Anne S. Aronsson, Social Forces
Kim deftly shows how Japan's shifting identity and relationships with the rest of the world affected everyday experiences like living with mental illness and treating it...Although the Japanese state created institutions and public health systems that mirrored those of Western countries, it could not fully eliminate long-held ways of thinking, including ideas the state itself had created around women's roles in society.
Tanya L. Roth, Nursing Clio
This book delivers what its title promises and far more. In keeping with the title, Kim argues strongly that despite the introduction of European psychiatry into Japan in the 19th century and the subsequent construction of psychiatric institutions, care for mental illness remained the responsibility of family, with the burden of care falling primarily on women. Whereas earlier scholarship has analyzed expertise and institutions, Kim ventures into the 'rough ground of the ordinary.' Her four substantive chapters consider fox spirits, home confinement, hysteria, and how assumptions about women's reproductive functions could win women reduced sentences in courts of law... The book thus provides rich detail on both the ambitions of the Japanese state and the limits of its control over its subjects. Highly recommended. General readers through faculty; professionals.
Choice
We highly recommend this book as an ethnographic account that is accessible, clarifying, and useful for both students and scholars alike.
Social Forces
This book is a detailed account of the multifaceted landscape of mental healthcare that will be of interest to historians and clinicians alike.
Harry Yi-Jui Wu, Asian Medicine 18
H. Yumi Kim has authored an excellent work on the history of mental illness in Japan, a topic that has received little attention in academic research and remains unknown to the general public. The book exhibits high scientific quality while remaining accessible to a wide audience interested in Japanese society and mental health issues. With its original focus on women and family, and clear, precise, and well-documented writing style, the book establishes itself as an indispensable reference in the field.

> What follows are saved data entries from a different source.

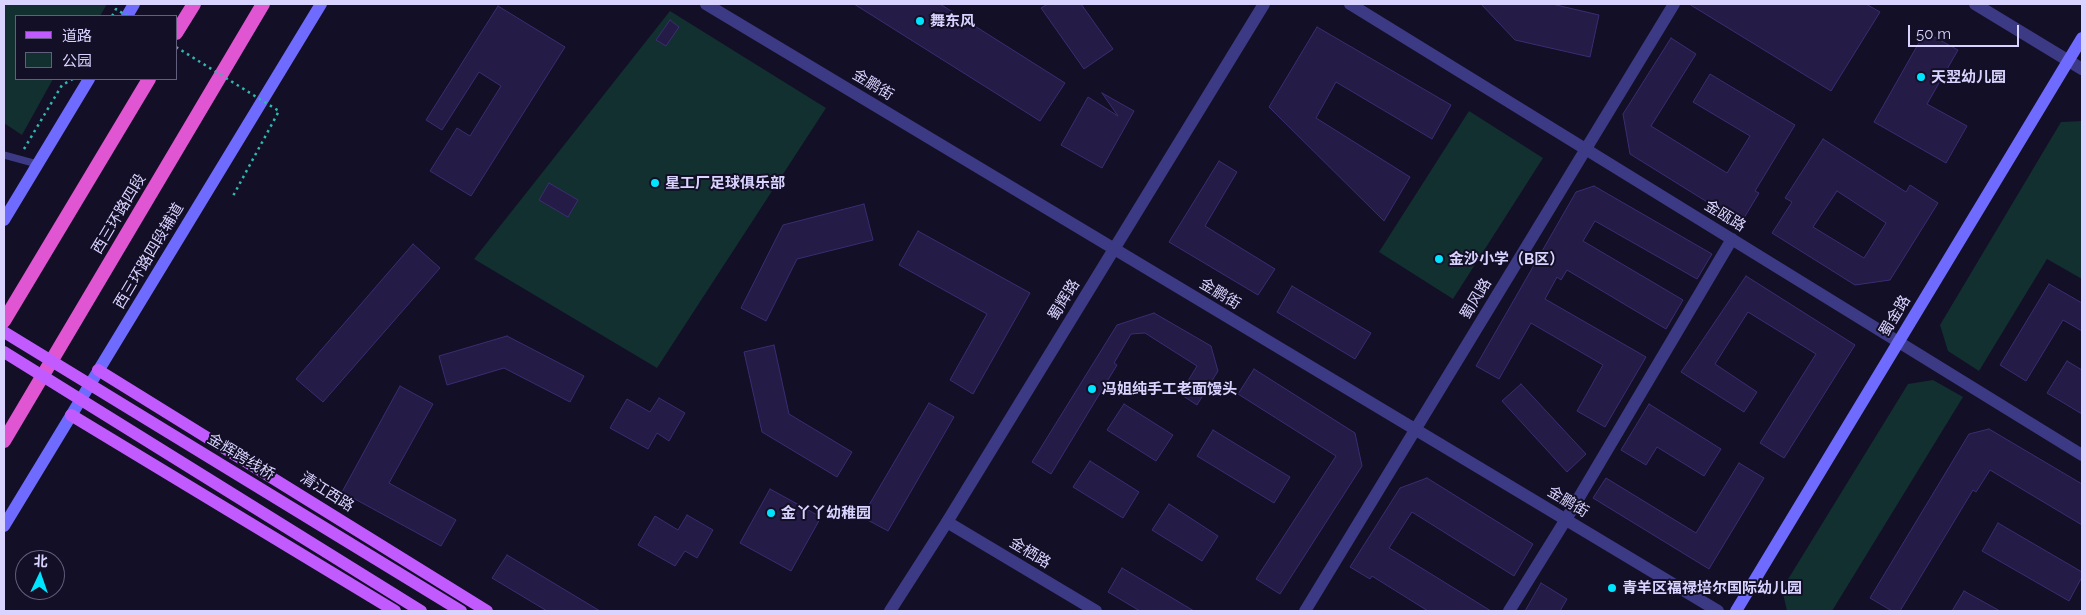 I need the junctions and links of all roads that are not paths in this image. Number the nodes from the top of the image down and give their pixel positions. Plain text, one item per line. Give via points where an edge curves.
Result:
1 (134, 4) edge
2 (194, 4) edge
3 (263, 4) edge
4 (321, 4) edge
5 (706, 4) edge
6 (1264, 4) edge
7 (1350, 4) edge
8 (1674, 4) edge
9 (1975, 4) edge
10 (128, 15) edge
11 (178, 30) edge
12 (2082, 38) edge
13 (2068, 61) junction
14 (2082, 69) edge
15 (88, 80) edge
16 (148, 80) edge
17 (1586, 149) junction
18 (4, 154) edge
19 (37, 164) junction
20 (4, 220) edge
21 (1732, 240) junction
22 (1115, 249) junction
23 (4, 321) edge
24 (4, 332) edge
25 (1898, 342) junction
26 (4, 352) edge
27 (98, 370) junction
28 (71, 415) junction
29 (1416, 430) junction
30 (4, 441) edge
31 (2082, 455) edge
32 (1566, 520) junction
33 (947, 522) junction
34 (4, 526) edge
35 (395, 611) edge
36 (421, 611) edge
37 (461, 611) edge
38 (487, 611) edge
39 (890, 611) edge
40 (1096, 611) edge
41 (1305, 611) edge
42 (1509, 611) edge
43 (1718, 611) edge
44 (1736, 611) edge

1 - 10 main road
2 - 11 highway
3 - 30 highway, 西三环路四段
4 - 27 main road, 西三环路四段辅道
5 - 22 street, 金鹏街
6 - 22 street, 蜀辉路
7 - 17 street, 金瓯路
8 - 17 street, 蜀风路
9 - 13 street
12 - 13 main road, 蜀金路
13 - 14 street
13 - 25 main road, 蜀金路
15 - 19 main road
16 - 23 highway
17 - 21 street, 金瓯路
17 - 29 street, 蜀风路
18 - 19 lane
19 - 20 main road
21 - 25 street, 金瓯路
21 - 32 street
22 - 29 street, 金鹏街
22 - 33 street, 蜀辉路
24 - 37 main road, 金辉跨线桥, bridge
25 - 31 street, 金瓯路
25 - 44 main road, 蜀金路
26 - 36 main road, bridge
27 - 28 main road, 西三环路四段辅道
27 - 38 main road, 清江西路
28 - 34 main road, 西三环路四段辅道
28 - 35 main road
29 - 32 street, 金鹏街
29 - 41 street, 蜀风路
32 - 42 street
32 - 43 street, 金鹏街
33 - 39 street, 蜀辉路
33 - 40 street, 金栖路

Nicolas Tajan, Asian Studies Review
In recent years, there has been a steady increase in research on listening to the stories of people with mental disabilities, but historical research is relatively scarce....The narratives of family members, especially women, who care for the mentally ill have not been fully explored... This book, which makes us think about this point, has succeeded in opening up a valuable field in the historical research on psychiatric medicine in Japan.

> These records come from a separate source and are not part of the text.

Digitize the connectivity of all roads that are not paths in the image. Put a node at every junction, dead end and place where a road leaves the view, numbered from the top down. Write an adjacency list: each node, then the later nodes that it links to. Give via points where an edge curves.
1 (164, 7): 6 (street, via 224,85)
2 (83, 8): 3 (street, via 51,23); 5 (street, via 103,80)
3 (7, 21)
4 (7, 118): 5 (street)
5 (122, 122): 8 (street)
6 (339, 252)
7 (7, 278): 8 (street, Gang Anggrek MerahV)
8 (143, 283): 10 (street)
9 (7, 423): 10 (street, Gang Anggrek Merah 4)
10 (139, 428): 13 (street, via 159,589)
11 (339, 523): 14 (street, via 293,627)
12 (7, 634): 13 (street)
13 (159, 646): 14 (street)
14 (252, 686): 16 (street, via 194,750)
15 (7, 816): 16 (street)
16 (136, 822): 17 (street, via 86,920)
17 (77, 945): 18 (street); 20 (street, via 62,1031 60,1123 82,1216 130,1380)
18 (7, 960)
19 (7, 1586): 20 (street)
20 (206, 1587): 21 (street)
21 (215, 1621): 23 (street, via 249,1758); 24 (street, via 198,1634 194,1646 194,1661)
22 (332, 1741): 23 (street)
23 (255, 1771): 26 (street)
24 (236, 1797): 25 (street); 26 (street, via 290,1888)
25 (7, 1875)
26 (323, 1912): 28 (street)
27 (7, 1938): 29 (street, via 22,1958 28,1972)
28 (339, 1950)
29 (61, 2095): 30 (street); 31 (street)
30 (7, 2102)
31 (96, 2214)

Junko Nagai, Journal of the History of the Behavioral Sciences
This well-researched and well-written book will be useful for scholars of early modern and modern Japan interested in family, gender, mental health and relations between state and society. Individual chapters are topi-cal and constructed so that they can be read separately with profit by read-ers with differing interests. The great merit of this book is that it shows how by simply changing the central focus of a tale, in this case shifting the story of mental illness from the progress of doctors and institutions to instead center on the family, we create new questions and new dimensions of understanding of the experiences of people with "madness" and "mental illness."